• [TO DO]:
Report every line of the records below that contains the word "Give".

====== RECORDS SUPPLIED

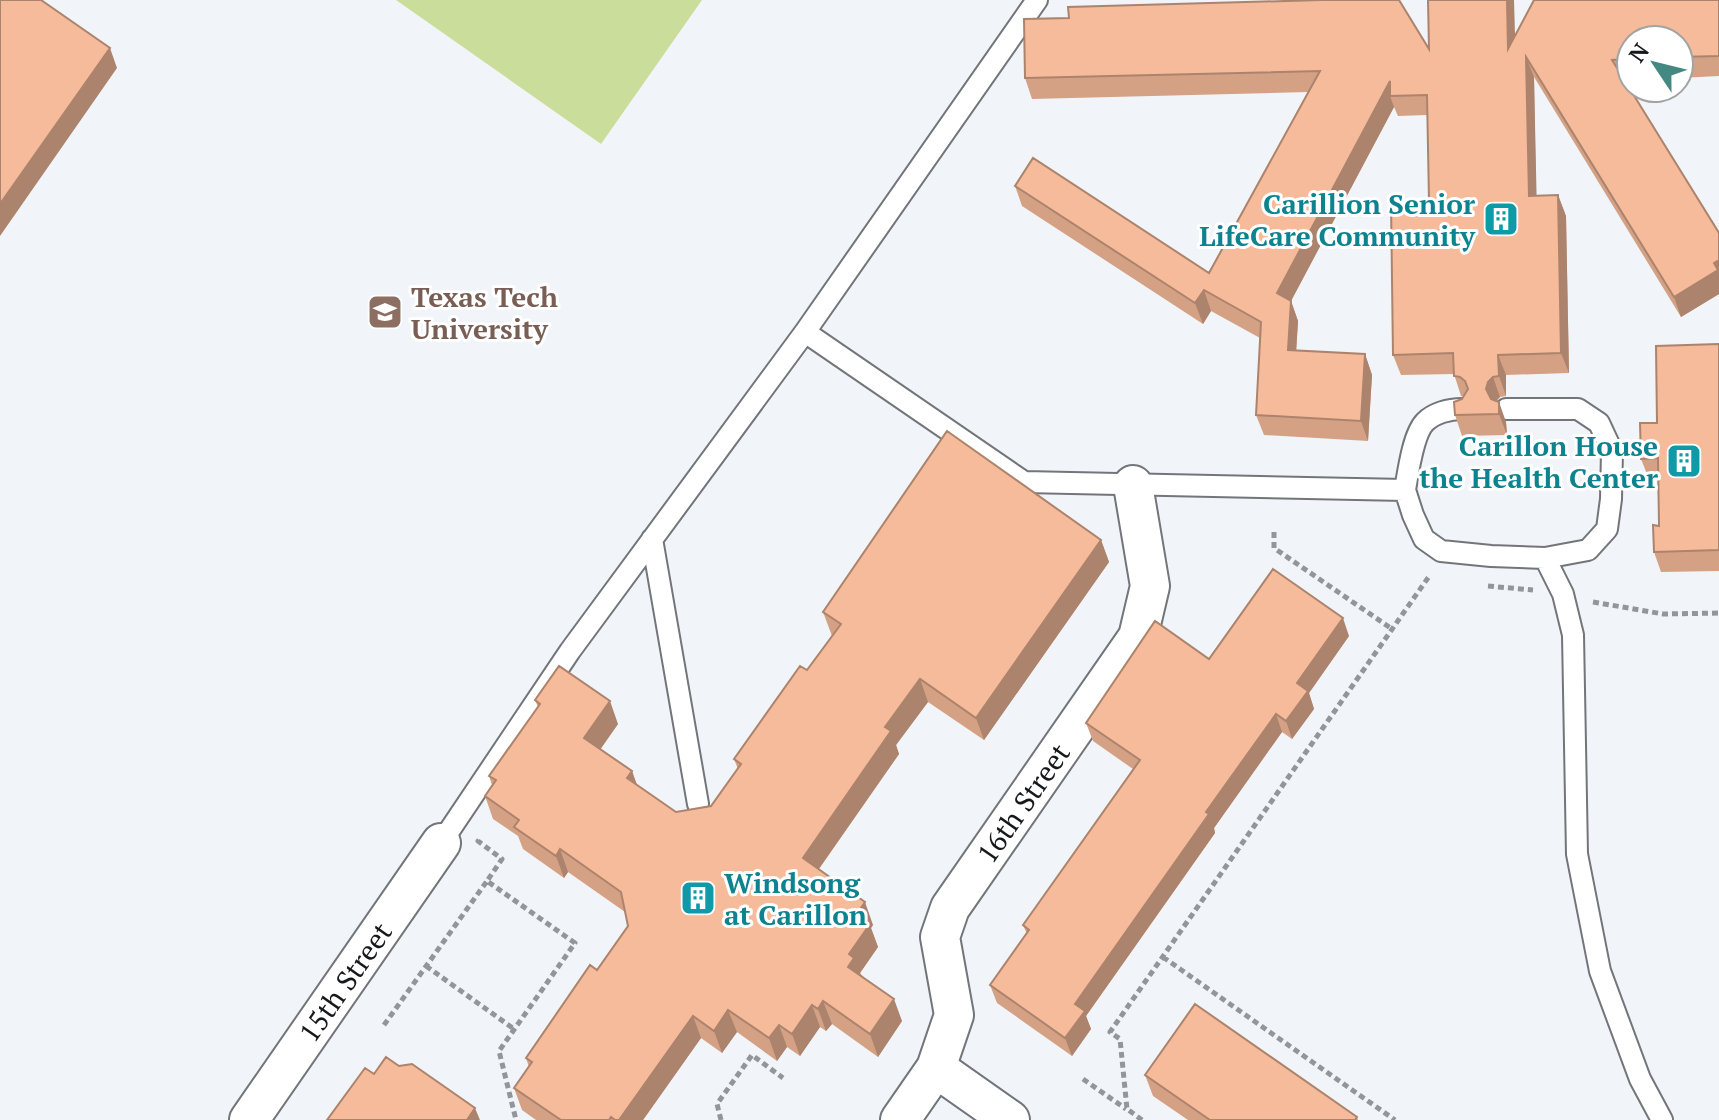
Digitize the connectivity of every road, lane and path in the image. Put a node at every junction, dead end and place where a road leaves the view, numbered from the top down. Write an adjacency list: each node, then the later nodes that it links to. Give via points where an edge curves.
1 (1037, 0): 2 (lane)
2 (805, 332): 5 (lane, via 1024,482); 8 (lane)
3 (1462, 409): 6 (lane, via 1448,409 1425,422)
4 (1506, 409): 9 (lane, via 1578,409 1599,423 1612,451 1607,529 1588,550)
5 (1133, 485): 6 (lane); 22 (street, 16th Street, via 1150,586 1138,637 950,908 940,937 954,1015)
6 (1405, 490): 9 (lane, via 1424,539 1441,551)
7 (1274, 532): 13 (path, via 1274,548)
8 (652, 539): 14 (lane); 16 (lane)
9 (1545, 558): 33 (lane, via 1563,594 1573,635 1577,854 1600,971 1640,1079)
10 (1433, 571): 13 (path)
11 (1584, 601): 12 (path, via 1663,614)
12 (1719, 613)
13 (1392, 629): 18 (path)
14 (698, 804)
15 (484, 832): 17 (path, via 478,841 502,859)
16 (441, 843): 26 (street, 15th Street)
17 (487, 881): 19 (path); 21 (path, via 575,943)
18 (1163, 957): 25 (path, via 1110,1032 1120,1039); 32 (path)
19 (426, 966): 20 (path); 21 (path)
20 (384, 1025)
21 (514, 1029): 27 (path, via 499,1051)
22 (936, 1068): 29 (street, 16th Street); 30 (street)
23 (783, 1078): 28 (path, via 752,1055 717,1104)
24 (1083, 1079): 25 (path)
25 (1127, 1109): 31 (path)
26 (249, 1120)
27 (516, 1120)
28 (721, 1120)
29 (900, 1120)
30 (1010, 1120)
31 (1142, 1120)
32 (1395, 1120)
33 (1662, 1120)

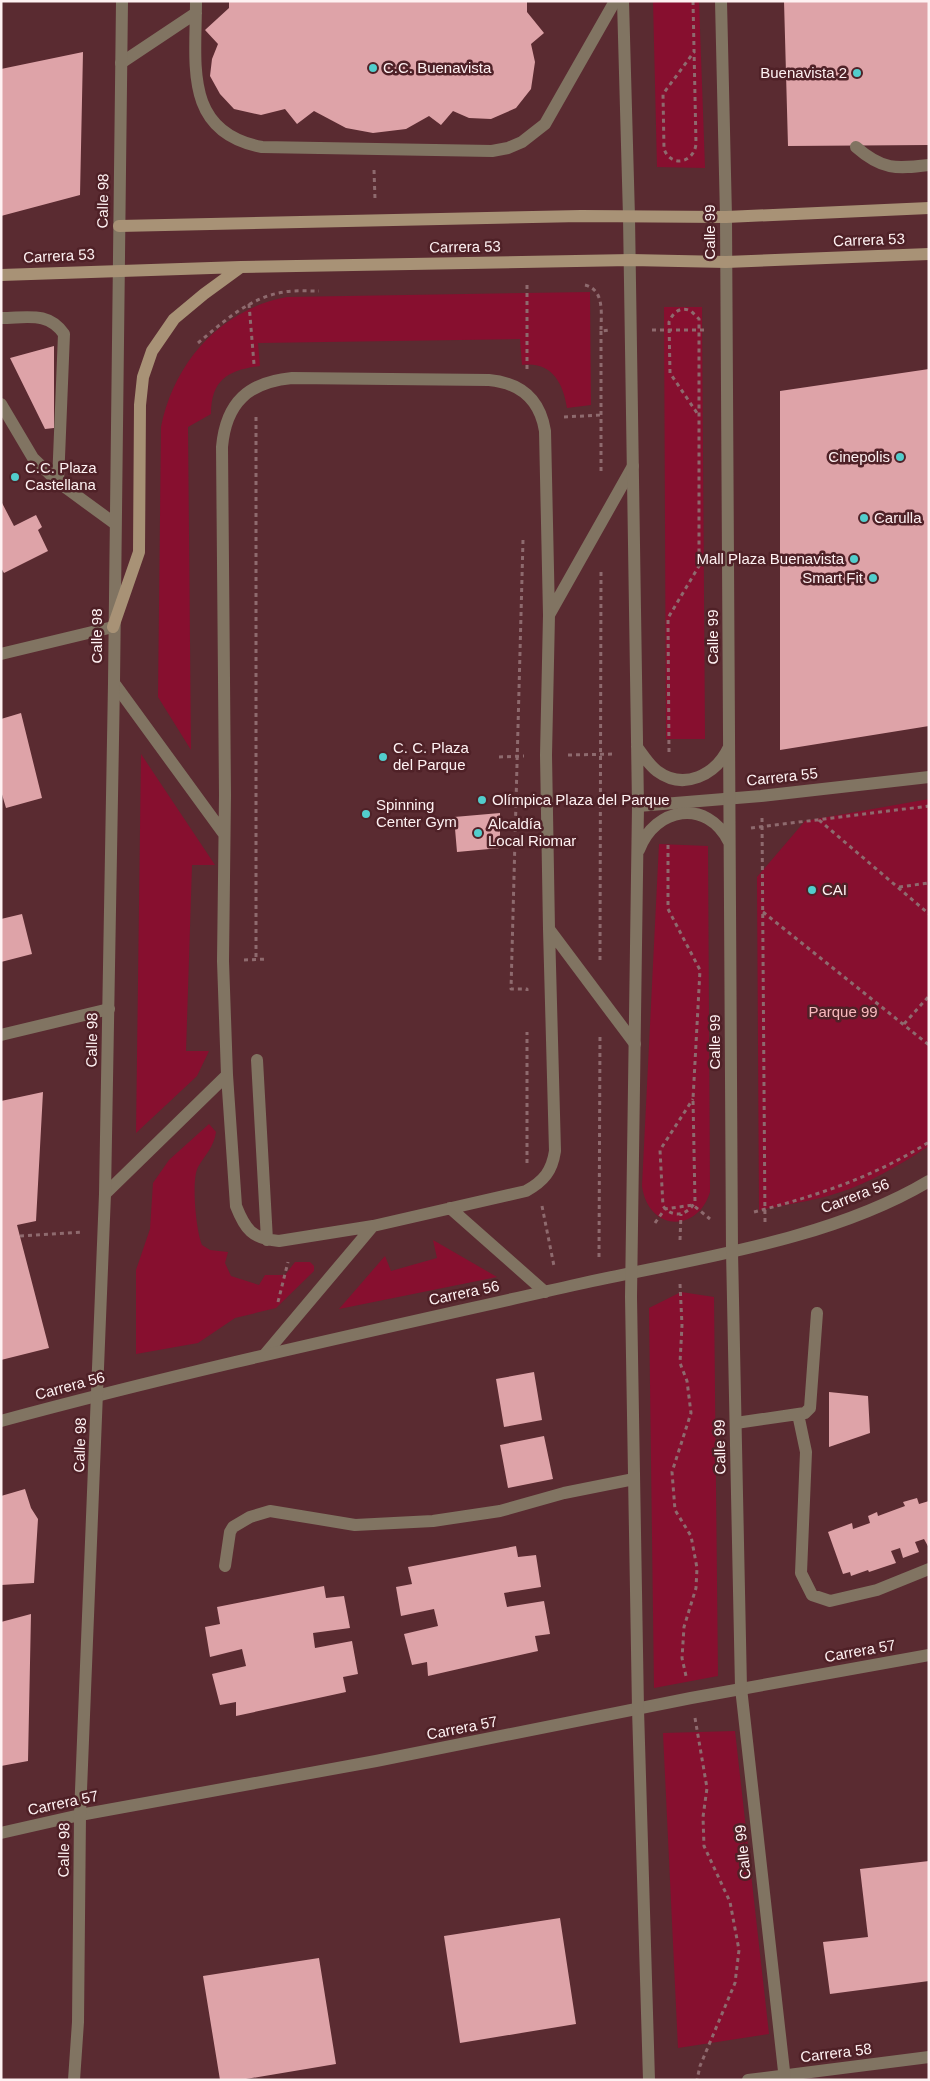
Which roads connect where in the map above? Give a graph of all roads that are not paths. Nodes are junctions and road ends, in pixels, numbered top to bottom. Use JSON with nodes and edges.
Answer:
{"nodes":[{"id":1,"x":122,"y":1,"type":"edge"},
{"id":2,"x":615,"y":1,"type":"edge"},
{"id":3,"x":623,"y":1,"type":"edge"},
{"id":4,"x":721,"y":1,"type":"edge"},
{"id":5,"x":196,"y":7,"type":"edge"},
{"id":6,"x":121,"y":63,"type":"junction"},
{"id":7,"x":856,"y":147,"type":"dead end"},
{"id":8,"x":929,"y":166,"type":"edge"},
{"id":9,"x":929,"y":208,"type":"edge"},
{"id":10,"x":629,"y":217,"type":"junction"},
{"id":11,"x":726,"y":217,"type":"junction"},
{"id":12,"x":119,"y":226,"type":"junction"},
{"id":13,"x":929,"y":254,"type":"edge"},
{"id":14,"x":631,"y":260,"type":"junction"},
{"id":15,"x":726,"y":262,"type":"junction"},
{"id":16,"x":241,"y":266,"type":"junction"},
{"id":17,"x":119,"y":269,"type":"junction"},
{"id":18,"x":1,"y":275,"type":"edge"},
{"id":19,"x":1,"y":318,"type":"edge"},
{"id":20,"x":1,"y":404,"type":"edge"},
{"id":21,"x":633,"y":466,"type":"junction"},
{"id":22,"x":58,"y":482,"type":"junction"},
{"id":23,"x":114,"y":524,"type":"junction"},
{"id":24,"x":549,"y":615,"type":"junction"},
{"id":25,"x":113,"y":627,"type":"junction"},
{"id":26,"x":1,"y":654,"type":"edge"},
{"id":27,"x":114,"y":684,"type":"junction"},
{"id":28,"x":730,"y":746,"type":"junction"},
{"id":29,"x":637,"y":747,"type":"junction"},
{"id":30,"x":929,"y":776,"type":"edge"},
{"id":31,"x":730,"y":798,"type":"junction"},
{"id":32,"x":638,"y":806,"type":"junction"},
{"id":33,"x":224,"y":834,"type":"junction"},
{"id":34,"x":730,"y":844,"type":"junction"},
{"id":35,"x":637,"y":854,"type":"junction"},
{"id":36,"x":550,"y":929,"type":"junction"},
{"id":37,"x":109,"y":1009,"type":"junction"},
{"id":38,"x":1,"y":1035,"type":"edge"},
{"id":39,"x":635,"y":1044,"type":"junction"},
{"id":40,"x":257,"y":1060,"type":"dead end"},
{"id":41,"x":227,"y":1075,"type":"junction"},
{"id":42,"x":929,"y":1181,"type":"edge"},
{"id":43,"x":105,"y":1194,"type":"junction"},
{"id":44,"x":450,"y":1208,"type":"junction"},
{"id":45,"x":373,"y":1226,"type":"junction"},
{"id":46,"x":266,"y":1240,"type":"junction"},
{"id":47,"x":732,"y":1251,"type":"junction"},
{"id":48,"x":632,"y":1274,"type":"junction"},
{"id":49,"x":545,"y":1292,"type":"junction"},
{"id":50,"x":817,"y":1313,"type":"dead end"},
{"id":51,"x":266,"y":1353,"type":"junction"},
{"id":52,"x":98,"y":1395,"type":"junction"},
{"id":53,"x":798,"y":1414,"type":"junction"},
{"id":54,"x":1,"y":1422,"type":"edge"},
{"id":55,"x":736,"y":1423,"type":"junction"},
{"id":56,"x":634,"y":1479,"type":"junction"},
{"id":57,"x":225,"y":1566,"type":"dead end"},
{"id":58,"x":929,"y":1569,"type":"edge"},
{"id":59,"x":929,"y":1655,"type":"edge"},
{"id":60,"x":741,"y":1688,"type":"junction"},
{"id":61,"x":638,"y":1710,"type":"junction"},
{"id":62,"x":80,"y":1815,"type":"junction"},
{"id":63,"x":1,"y":1833,"type":"edge"},
{"id":64,"x":929,"y":2057,"type":"edge"},
{"id":65,"x":785,"y":2078,"type":"edge"},
{"id":66,"x":74,"y":2080,"type":"edge"},
{"id":67,"x":649,"y":2080,"type":"edge"},
{"id":68,"x":748,"y":2080,"type":"edge"}],
"edges":[{"from":1,"to":6,"type":"street","name":"Calle 98"},
{"from":2,"to":5,"type":"street"},
{"from":3,"to":10,"type":"street"},
{"from":4,"to":11,"type":"street","name":"Calle 99"},
{"from":5,"to":6,"type":"street"},
{"from":6,"to":12,"type":"street","name":"Calle 98"},
{"from":7,"to":8,"type":"street"},
{"from":9,"to":11,"type":"main road","name":"Carrera 53"},
{"from":10,"to":11,"type":"main road","name":"Carrera 53"},
{"from":10,"to":12,"type":"main road","name":"Carrera 53"},
{"from":10,"to":14,"type":"street"},
{"from":11,"to":15,"type":"street","name":"Calle 99"},
{"from":12,"to":17,"type":"street","name":"Calle 98"},
{"from":13,"to":15,"type":"main road","name":"Carrera 53"},
{"from":14,"to":15,"type":"main road","name":"Carrera 53"},
{"from":14,"to":16,"type":"main road","name":"Carrera 53"},
{"from":14,"to":21,"type":"street"},
{"from":15,"to":28,"type":"street","name":"Calle 99"},
{"from":16,"to":17,"type":"main road","name":"Carrera 53"},
{"from":16,"to":25,"type":"main road"},
{"from":17,"to":18,"type":"main road","name":"Carrera 53"},
{"from":17,"to":23,"type":"street","name":"Calle 98"},
{"from":19,"to":22,"type":"street"},
{"from":20,"to":22,"type":"street"},
{"from":21,"to":24,"type":"street"},
{"from":21,"to":29,"type":"street"},
{"from":22,"to":23,"type":"street"},
{"from":23,"to":25,"type":"street","name":"Calle 98"},
{"from":24,"to":33,"type":"street"},
{"from":24,"to":36,"type":"street"},
{"from":25,"to":26,"type":"street"},
{"from":25,"to":27,"type":"street","name":"Calle 98"},
{"from":27,"to":33,"type":"street"},
{"from":27,"to":37,"type":"street","name":"Calle 98"},
{"from":28,"to":29,"type":"street"},
{"from":28,"to":31,"type":"street","name":"Calle 99"},
{"from":29,"to":32,"type":"street"},
{"from":30,"to":31,"type":"street","name":"Carrera 55"},
{"from":31,"to":32,"type":"street","name":"Carrera 55"},
{"from":31,"to":34,"type":"street","name":"Calle 99"},
{"from":32,"to":35,"type":"street"},
{"from":33,"to":41,"type":"street"},
{"from":34,"to":35,"type":"street"},
{"from":34,"to":47,"type":"street","name":"Calle 99"},
{"from":35,"to":39,"type":"street"},
{"from":36,"to":39,"type":"street"},
{"from":36,"to":44,"type":"street"},
{"from":37,"to":38,"type":"street"},
{"from":37,"to":43,"type":"street","name":"Calle 98"},
{"from":39,"to":48,"type":"street"},
{"from":40,"to":46,"type":"street"},
{"from":41,"to":43,"type":"street"},
{"from":41,"to":46,"type":"street"},
{"from":42,"to":47,"type":"street","name":"Carrera 56"},
{"from":43,"to":52,"type":"street","name":"Calle 98"},
{"from":44,"to":45,"type":"street"},
{"from":44,"to":49,"type":"street"},
{"from":45,"to":46,"type":"street"},
{"from":45,"to":51,"type":"street"},
{"from":47,"to":48,"type":"street","name":"Carrera 56"},
{"from":47,"to":55,"type":"street","name":"Calle 99"},
{"from":48,"to":49,"type":"street","name":"Carrera 56"},
{"from":48,"to":56,"type":"street"},
{"from":49,"to":51,"type":"street","name":"Carrera 56"},
{"from":50,"to":53,"type":"street"},
{"from":51,"to":52,"type":"street","name":"Carrera 56"},
{"from":52,"to":54,"type":"street","name":"Carrera 56"},
{"from":52,"to":62,"type":"street","name":"Calle 98"},
{"from":53,"to":55,"type":"street"},
{"from":53,"to":58,"type":"street"},
{"from":55,"to":60,"type":"street","name":"Calle 99"},
{"from":56,"to":57,"type":"street"},
{"from":56,"to":61,"type":"street"},
{"from":59,"to":60,"type":"street","name":"Carrera 57"},
{"from":60,"to":61,"type":"street","name":"Carrera 57"},
{"from":60,"to":65,"type":"street","name":"Calle 99"},
{"from":61,"to":62,"type":"street","name":"Carrera 57"},
{"from":61,"to":67,"type":"street"},
{"from":62,"to":63,"type":"street","name":"Carrera 57"},
{"from":62,"to":66,"type":"street","name":"Calle 98"},
{"from":64,"to":65,"type":"street","name":"Carrera 58"},
{"from":65,"to":68,"type":"street","name":"Carrera 58"}]}
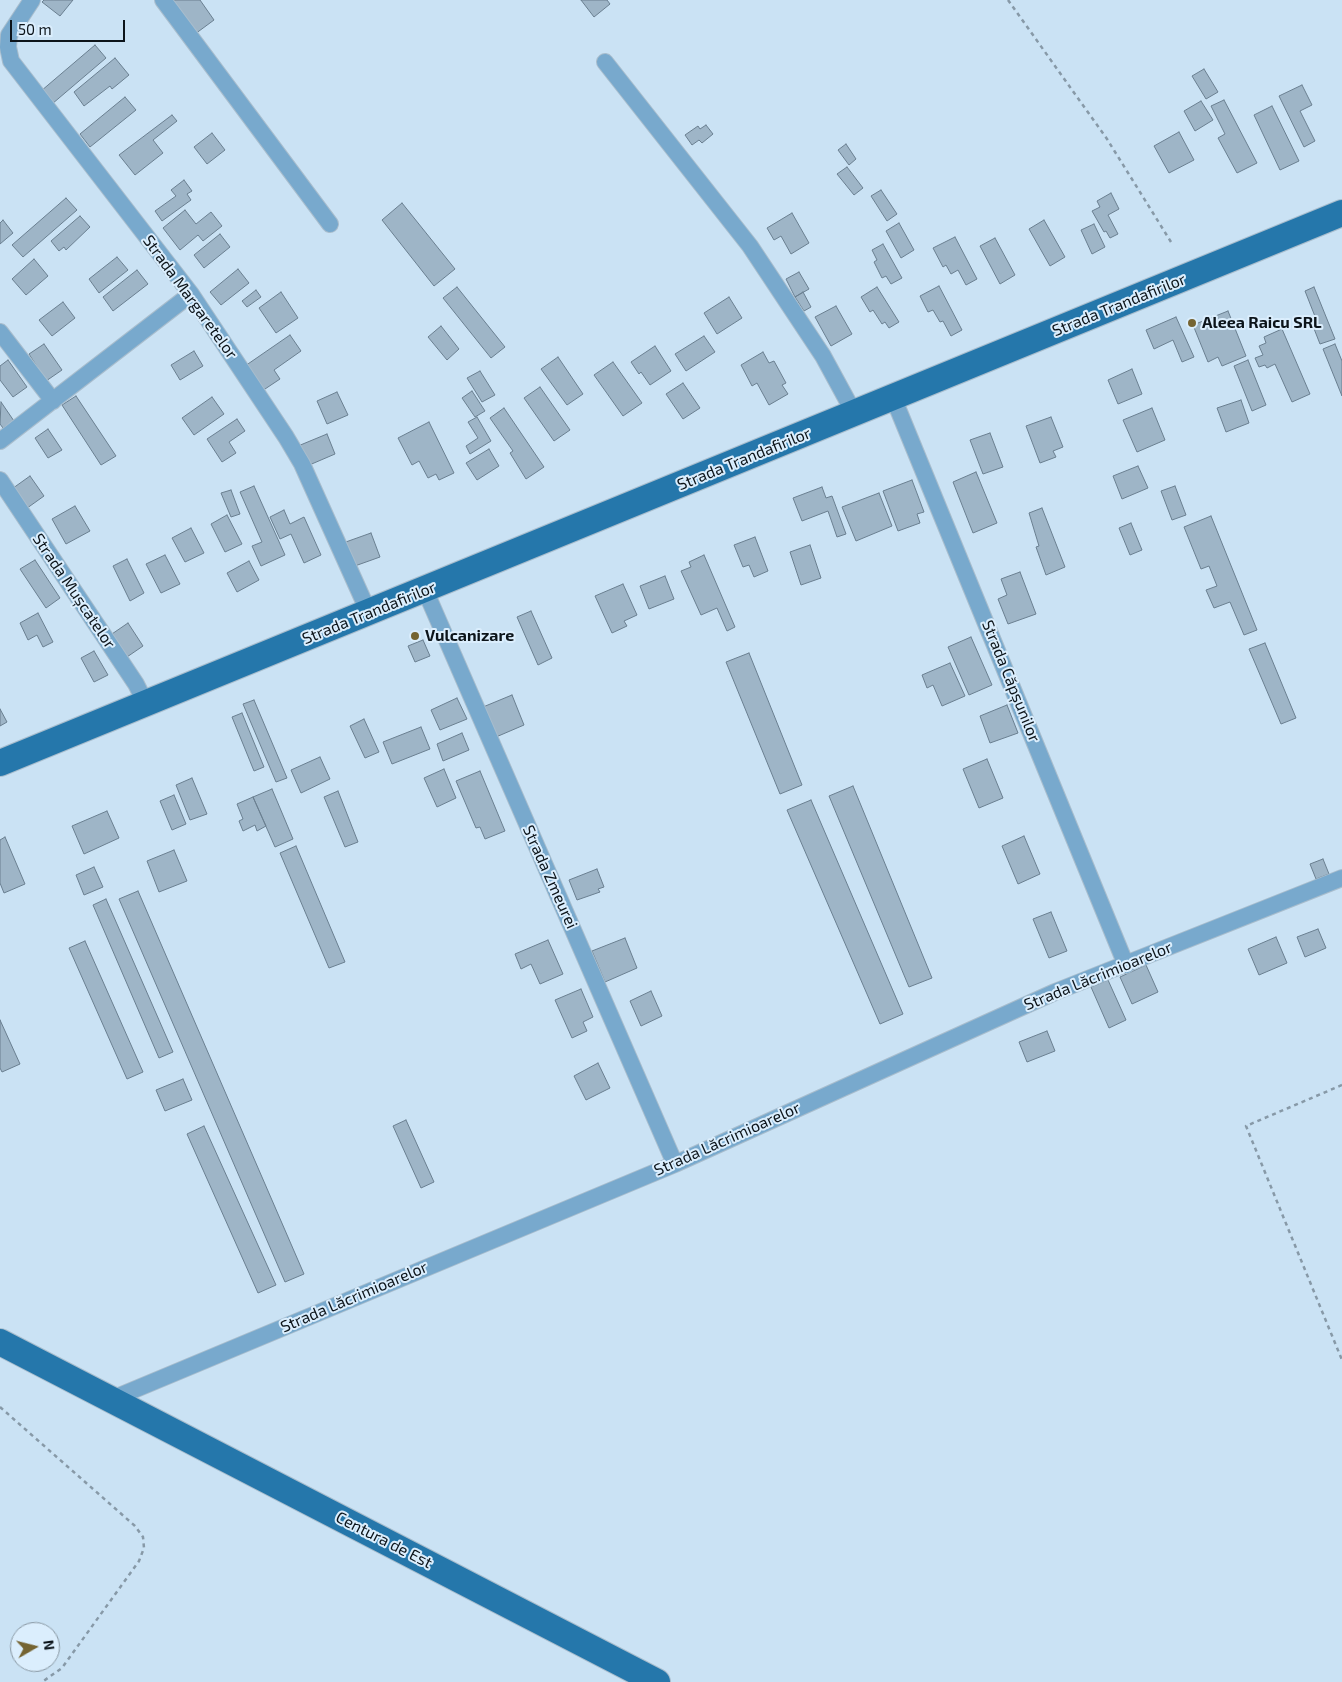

============

• [YOUR RESPONSE]:
Digitize the connectivity of every road, lane and path in the image. Put a node at every junction, dead end and place where a road leaves the view, numbered from the top down. Write an adjacency list: each node, then the later nodes that it links to. Give via points where an edge curves.
Which roads connect where in the map above? Give a graph of all roads that are not paths. Nodes are junctions and road ends, in pixels, numbered top to bottom. Use JSON with nodes and edges.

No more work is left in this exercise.